Jim Taylor's lack of schooling was a cause for concern with his parents, so that in 1873 he was sent to Greytown in Natal to further his education. His uncle Peter Hellet, a sibling of Taylor's mother, lived in Greytown and it was felt that he could offer the necessary substitute for parental care. Taylor was accordingly enrolled at the German mission school at Hermannsburg. Holidays were spent with his relatives, the Menne family who owned a swathe of land along the Umvoti River. Peter Hellet died in 1874 cutting short Taylor's planned education and forcing his return to Kimberley. The Taylor family ran into financial difficulties, and Jim Taylor found a job as assistant bookkeeper with the firm of E.W. Tarry.

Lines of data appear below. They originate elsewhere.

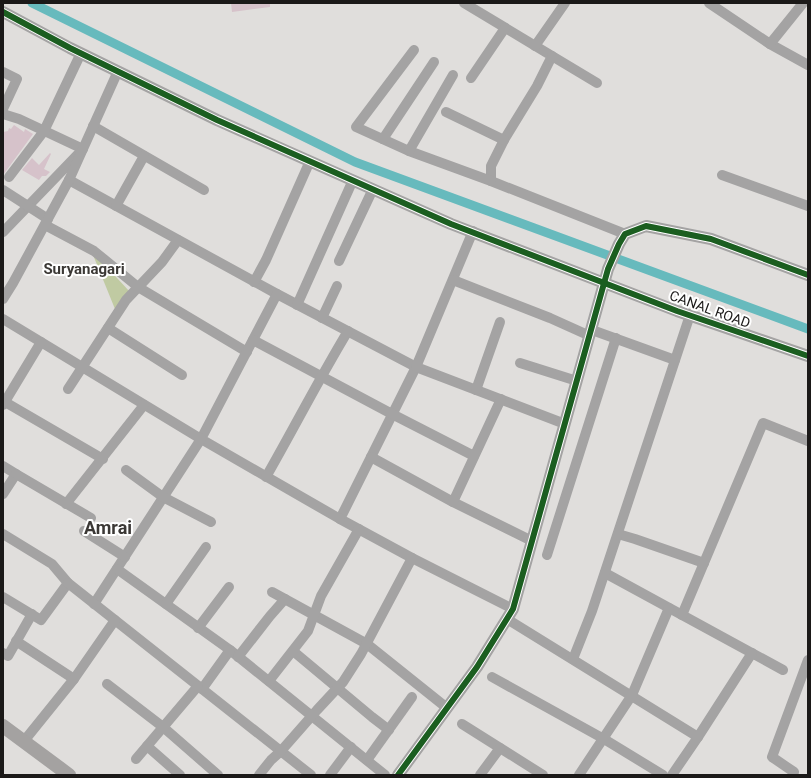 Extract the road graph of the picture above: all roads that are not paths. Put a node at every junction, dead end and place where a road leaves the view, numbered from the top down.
1 (464, 3) edge
2 (565, 3) edge
3 (709, 3) edge
4 (803, 3) edge
5 (3, 12) edge
6 (505, 28) junction
7 (770, 44) junction
8 (535, 46) junction
9 (414, 50) dead end
10 (81, 53) junction
11 (552, 56) junction
12 (434, 62) dead end
13 (808, 65) edge
14 (3, 72) edge
15 (118, 72) junction
16 (453, 75) dead end
17 (471, 78) dead end
18 (597, 83) dead end
19 (3, 109) edge
20 (446, 112) dead end
21 (3, 114) edge
22 (93, 126) junction
23 (44, 131) junction
24 (383, 139) junction
25 (504, 140) junction
26 (83, 149) junction
27 (409, 151) junction
28 (144, 156) junction
29 (310, 161) junction
30 (722, 175) dead end
31 (9, 177) dead end
32 (69, 180) junction
33 (353, 180) junction
34 (491, 181) junction
35 (3, 190) edge
36 (204, 190) dead end
37 (373, 190) junction
38 (116, 206) junction
39 (808, 206) edge
40 (28, 207) junction
41 (46, 222) junction
42 (473, 231) junction
43 (3, 232) edge
44 (626, 234) junction
45 (178, 240) junction
46 (339, 261) dead end
47 (808, 276) edge
48 (453, 280) junction
49 (254, 282) junction
50 (604, 282) junction
51 (337, 286) dead end
52 (138, 287) junction
53 (277, 294) junction
54 (3, 299) edge
55 (297, 305) junction
56 (690, 315) junction
57 (322, 318) junction
58 (3, 319) edge
59 (500, 322) dead end
60 (108, 328) junction
61 (348, 331) junction
62 (591, 333) junction
63 (616, 338) junction
64 (253, 340) junction
65 (41, 342) junction
66 (247, 352) junction
67 (808, 356) edge
68 (675, 360) junction
69 (520, 363) dead end
70 (82, 367) junction
71 (416, 367) junction
72 (182, 375) dead end
73 (321, 376) junction
74 (577, 381) junction
75 (68, 389) dead end
76 (476, 390) junction
77 (501, 399) junction
78 (4, 403) edge
79 (144, 405) junction
80 (392, 414) junction
81 (565, 424) junction
82 (201, 439) junction
83 (808, 441) edge
84 (474, 456) junction
85 (371, 457) junction
86 (103, 459) junction
87 (3, 466) edge
88 (126, 470) dead end
89 (16, 474) junction
90 (266, 477) junction
91 (3, 494) edge
92 (164, 497) junction
93 (453, 502) junction
94 (66, 504) junction
95 (91, 518) dead end
96 (340, 519) junction
97 (211, 522) dead end
98 (359, 529) junction
99 (84, 531) dead end
100 (3, 534) edge
101 (618, 534) junction
102 (532, 541) junction
103 (206, 547) dead end
104 (547, 555) dead end
105 (125, 557) junction
106 (412, 558) junction
107 (704, 563) junction
108 (117, 569) junction
109 (605, 573) junction
110 (68, 583) junction
111 (229, 587) dead end
112 (272, 592) dead end
113 (3, 597) edge
114 (285, 599) junction
115 (94, 604) junction
116 (166, 604) junction
117 (669, 608) junction
118 (32, 614) junction
119 (510, 614) junction
120 (682, 615) junction
121 (314, 616) junction
122 (115, 620) junction
123 (198, 628) junction
124 (16, 641) junction
125 (367, 644) junction
126 (293, 651) junction
127 (752, 653) junction
128 (3, 654) edge
129 (234, 654) junction
130 (573, 659) junction
131 (808, 660) edge
132 (783, 670) dead end
133 (492, 677) dead end
134 (74, 679) junction
135 (268, 681) junction
136 (107, 684) dead end
137 (200, 687) junction
138 (337, 688) junction
139 (632, 695) junction
140 (412, 697) dead end
141 (447, 708) junction
142 (312, 716) junction
143 (462, 724) dead end
144 (3, 726) edge
145 (163, 727) junction
146 (389, 730) junction
147 (698, 737) junction
148 (604, 739) junction
149 (24, 741) junction
150 (147, 746) junction
151 (351, 747) junction
152 (500, 748) junction
153 (281, 751) junction
154 (136, 759) dead end
155 (367, 760) junction
156 (794, 772) dead end
157 (69, 775) edge
158 (180, 775) edge
159 (218, 775) edge
160 (259, 775) edge
161 (311, 775) edge
162 (330, 775) edge
163 (385, 775) edge
164 (398, 775) edge
165 (480, 775) edge
166 (543, 775) edge
167 (579, 775) edge
168 (663, 775) edge
169 (672, 775) edge

1 - 6 street
2 - 8 street
3 - 7 street
4 - 7 street
5 - 10 street, CANAL ROAD
6 - 8 street
6 - 17 street
7 - 13 street
8 - 11 street
9 - 24 street
10 - 15 street, CANAL ROAD
10 - 23 street
11 - 18 street
11 - 25 street
12 - 24 street
14 - 19 street
15 - 22 street
15 - 29 street, CANAL ROAD
16 - 27 street
20 - 25 street
21 - 23 street
22 - 26 street
22 - 28 street
23 - 26 street
23 - 31 street
24 - 27 street
25 - 34 street
26 - 32 street
26 - 40 street
27 - 34 street
28 - 36 street
28 - 38 street
29 - 33 street, CANAL ROAD
29 - 49 street
30 - 39 street
32 - 38 street
32 - 41 street
33 - 37 street, CANAL ROAD
33 - 55 street
34 - 44 street
35 - 40 street
37 - 42 street, CANAL ROAD
37 - 46 street
38 - 45 street
40 - 41 street
40 - 43 street
41 - 52 street
41 - 54 street
42 - 48 street
42 - 50 street, CANAL ROAD
44 - 47 street
44 - 50 street
45 - 49 street
45 - 52 street
48 - 62 street
48 - 71 street
49 - 53 street
50 - 56 street, CANAL ROAD
50 - 62 street
51 - 57 street
52 - 60 street
52 - 66 street
53 - 55 street
53 - 64 street
55 - 57 street
56 - 67 street, CANAL ROAD
56 - 68 street
57 - 61 street
58 - 65 street
59 - 76 street
60 - 70 street
60 - 72 street
61 - 71 street
61 - 73 street
62 - 63 street
62 - 74 street
63 - 68 street
63 - 104 street
64 - 66 street
64 - 73 street
65 - 70 street
65 - 78 street
66 - 82 street
68 - 101 street
69 - 74 street
70 - 75 street
70 - 79 street
71 - 76 street
71 - 80 street
73 - 80 street
73 - 90 street
74 - 81 street
76 - 77 street
77 - 81 street
77 - 84 street
78 - 86 street
79 - 82 street
79 - 86 street
80 - 84 street
80 - 85 street
81 - 102 street
82 - 90 street
82 - 92 street
83 - 107 street
84 - 93 street
85 - 93 street
85 - 96 street
86 - 94 street
87 - 89 street
88 - 92 street
89 - 91 street
89 - 94 street
90 - 96 street
92 - 97 street
92 - 105 street
93 - 102 street
94 - 95 street
96 - 98 street
98 - 106 street
98 - 121 street
99 - 105 street
100 - 110 street
101 - 107 street
101 - 109 street
102 - 119 street
103 - 116 street
105 - 108 street
106 - 119 street
106 - 125 street
107 - 120 street
108 - 115 street
108 - 116 street
109 - 117 street
109 - 130 street
110 - 115 street
110 - 118 street
111 - 123 street
112 - 114 street
113 - 118 street
114 - 121 street
114 - 129 street
115 - 122 street
116 - 123 street
117 - 120 street
117 - 139 street
118 - 124 street
119 - 130 street
119 - 141 street
120 - 127 street
121 - 125 street
121 - 126 street
122 - 134 street
122 - 137 street
123 - 129 street
124 - 128 street
124 - 134 street
125 - 138 street
125 - 141 street
126 - 135 street
126 - 138 street
127 - 132 street
127 - 147 street
129 - 135 street
129 - 137 street
130 - 139 street
131 - 156 street
133 - 148 street
134 - 149 street
135 - 142 street
136 - 145 street
137 - 145 street
137 - 153 street
138 - 142 street
138 - 146 street
139 - 147 street
139 - 148 street
140 - 146 street
141 - 164 street
142 - 151 street
142 - 153 street
143 - 152 street
144 - 149 main road
145 - 150 street
145 - 159 street
146 - 155 street
147 - 169 street
148 - 167 street
148 - 168 street
149 - 157 main road
150 - 154 street
150 - 158 street
151 - 155 street
151 - 162 street
152 - 165 street
152 - 166 street
153 - 160 street
153 - 161 street
155 - 163 street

In 1878 Taylor accompanied a trader Finnaughty on a trip to Kuruman and beyond. On returning to Kimberley he volunteered to join the Kimberley Artillery to subdue two Griqua chiefs whose followers had been murdering and plundering in the country around the Langeberg Mountains near Griquatown. This they managed with the help of the Kimberley Light Horse and the Kimberley Infantry. In 1879, having acquired a taste for exploration, Taylor joined Gus Fisher, a retired naval officer, on a journey to Spelonken in the Northern Transvaal.

Piet Buyskes, a noted lawyer of the period, invited Taylor along on a trip to hear the grievances of Gasibone, a chief of the Batlapin or Tlhaping tribe and to relay these grievances to the British government. Paul Kruger on hearing about this, invited Buyskes to hear his own grievances against the Cape government in connection with the annexation of the Transvaal, which he also wanted communicated to London. They met Kruger near Rustenburg and Taylor was present when they appointed a committee charged with having the independence of the Transvaal restored.

On Taylor's return to Kimberley, he took his first steps in diamond broking by joining Alfred Beit, a partner of Jules Porgès. Alfred Beit was at that time the leading diamond merchant in Kimberley and had established a reputation for being scrupulously fair in all his business dealings. However, he fell under the spell of Rhodes's imperial vision, whereas his partner Julius Wernher did not.

Taylor's brother Bill went to London in 1880 to establish an agency. Jim Taylor followed a year later, visiting his ancestral country for the first time, and taking the opportunity of doing the Grand Tour. He returned to Kimberley in 1882 to find that a slumping market had financially crippled him.

==Family==
Taylor was married in Johannesburg on 10 March 1891 to Mary "Mollie" Gordon (*August 1863 Ballater, Scotland), daughter of a Pietermaritzburg physician. They produced a family of four children:

1. Alfred Gordon Taylor (*1892) Lost a leg in the Great War of 1914/18. In the Second World War, as Major Gordon Taylor, he achieved distinction as one of S Africa's most famous war artists – his paintings are in the SA War Museum – and later was a popular painter of thoroughbred racehorses.
2. Frances Daphne Taylor (*1895) x Francis Heyberger, French aero engineer. Winner of the Prix de Rome at the Slade and distinguished S African artist, she and Francis escaped wartime France via the Pyrenees and emigrated to America
3. Lance Taylor (*1901–1978) x Catherine Dorothea Sharpe later Mrs Catherine Taylor, Member of Parliament in the S African House of Assembly. Lance qualified as a doctor at St Thomas' Hospital in London during the Blitz, joined the Royal Army Medical Corps and served in the D-Day landings, later travelling to S Africa with his family to settle at the Cape. He was an Honorary Vice President of the Western Province Cricket Club and a distinguished local golfer.
4. Iris Dorothea Taylor (*1903 – 5 September 1973) x Lt.-Col. Harold Boyd-Rochfort, brother of the Queen's racehorse trainer, Cecil Boyd-Rochfort. Iris became one of Ireland's leading bloodstock breeders and ran the Middleton Stud in Mullingar for many years in partnership with Mrs 'Kicks' Erlanger, wife of Micky Erlanger, the founder of the Piper Aircraft Company, who lived in Monmouth, New Jersey, US.